Multi-criteria Regional Comparison

Using Analytic Hierarchy Process (AHP), we assess the alignment of five regions—EU, US, China, South America, and Africa— with CBAM’s core values: environmental performance, circular economy practices, and social standards.

• EU: Highest alignment across all criteria.

• US and China: Moderate environmental alignment but lacking in circularity and labour standards.

• South America and Africa: Most vulnerable to CBAM, with low environmental policy coverage, limited circularity, and fragile social frameworks.

This disparity underscores the need for CBAM to be coupled with supportive measures—such as climate finance, technology transfer, and diplomatic engagement—especially for the Global South.

Policy Implications and Recommendations

• Fairness Mechanisms: Incorporate differentiated responsibilities and recognize existing efforts by developing countries.

• Transparency: Enhance MRV infrastructure and integrate AI- based tracking tools.

• Complementary Instruments: Use the Just Transition Fund and international cooperation (e.g., UNFCCC Article 6) to mitigate social and economic disruption.

• Sectoral Expansion: CBAM’s future should consider more complex products and indirect emissions to avoid loopholes.

Conclusion and Further Work

CBAM represents a transformative shift in global carbon pricing and trade policy. It promotes fairness by ensuring that imported products reflect their true carbon cost, creating a level playing field for EU producers operating under strict climate regulations. By embedding a price signal in international trade, CBAM also incentivizes cleaner industrial practices abroad.

However, significant challenges remain—particularly in ensuring that the mechanism is equitable to developing countries with limited resources to decarbonize. Without complementary support measures, CBAM risks exacerbating global trade imbalances and delaying the just transition in regions that are most vulnerable to climate and economic disruption.

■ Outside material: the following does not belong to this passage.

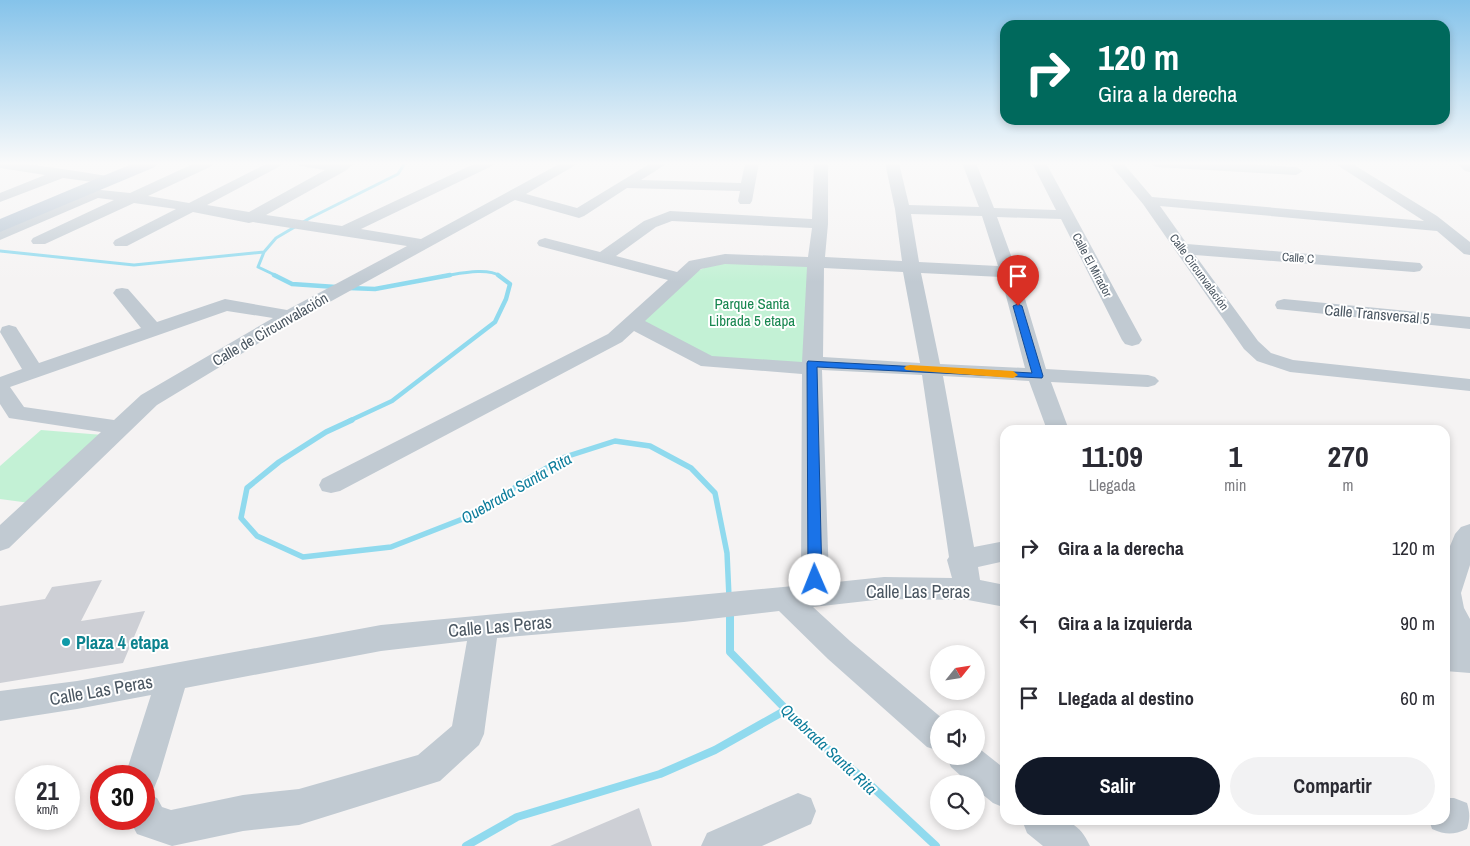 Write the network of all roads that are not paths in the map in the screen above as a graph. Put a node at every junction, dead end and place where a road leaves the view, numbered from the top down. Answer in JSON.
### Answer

Further work is required to integrate CBAM with global frameworks like the United Nations Resource Management System (UNRMS), which offers structured guidance on sustainable resource governance, standardized emissions accounting, and just transition principles. Linking CBAM with UNRMS can enable greater transparency, promote interoperable digital MRV infrastructures, and support capacity-building in countries affected by border carbon adjustments. Such alignment can also help facilitate trust and cooperation in the evolution of carbon clubs and international emissions trading systems.

Future research should explore the digitalization of CBAM through blockchain or AI-based MRV tools, the legal and WTO dimensions of CBAM-UNRMS interoperability, and empirical evaluations of CBAM’s economic and environmental impacts over time. Ensuring that CBAM becomes a catalyst for inclusive decarbonization, rather than a trade barrier, must remain at the heart of its implementation strategy.


Figure 4: Projected Impacts of CBAM by 2050

The mechanism’s success depends on credible MRV, inclusive policy design, and flexibility in supporting global climate convergence [1-7].

References

  1. Erbach, G., & Jensen, L. (2022). Fit for 55 package. EPRS,European Parliament.
  2. Mehling, M. A., Van Asselt, H., Das, K., Droege, S., & Verkuijl, C. (2019). Designing border carbon adjustments for enhanced climate action. American Journal of International Law, 113(3), 433-481.
  3. Draghi, M. (2024). Report on Competitiveness and Climate Policy.
  4. World Trade Organization. CBAM compatibility discussions.
  5. Leite, A. B. G. T. (2025). Master Thesis. FEUP.
  6. Leite, A. B. G. T. (2025). Carbon Border Adjustment Mechanism as a guarantee of fairness in energy projects.
  7. United Nations Resource Management System Principles and Requirements, United Nations Publications.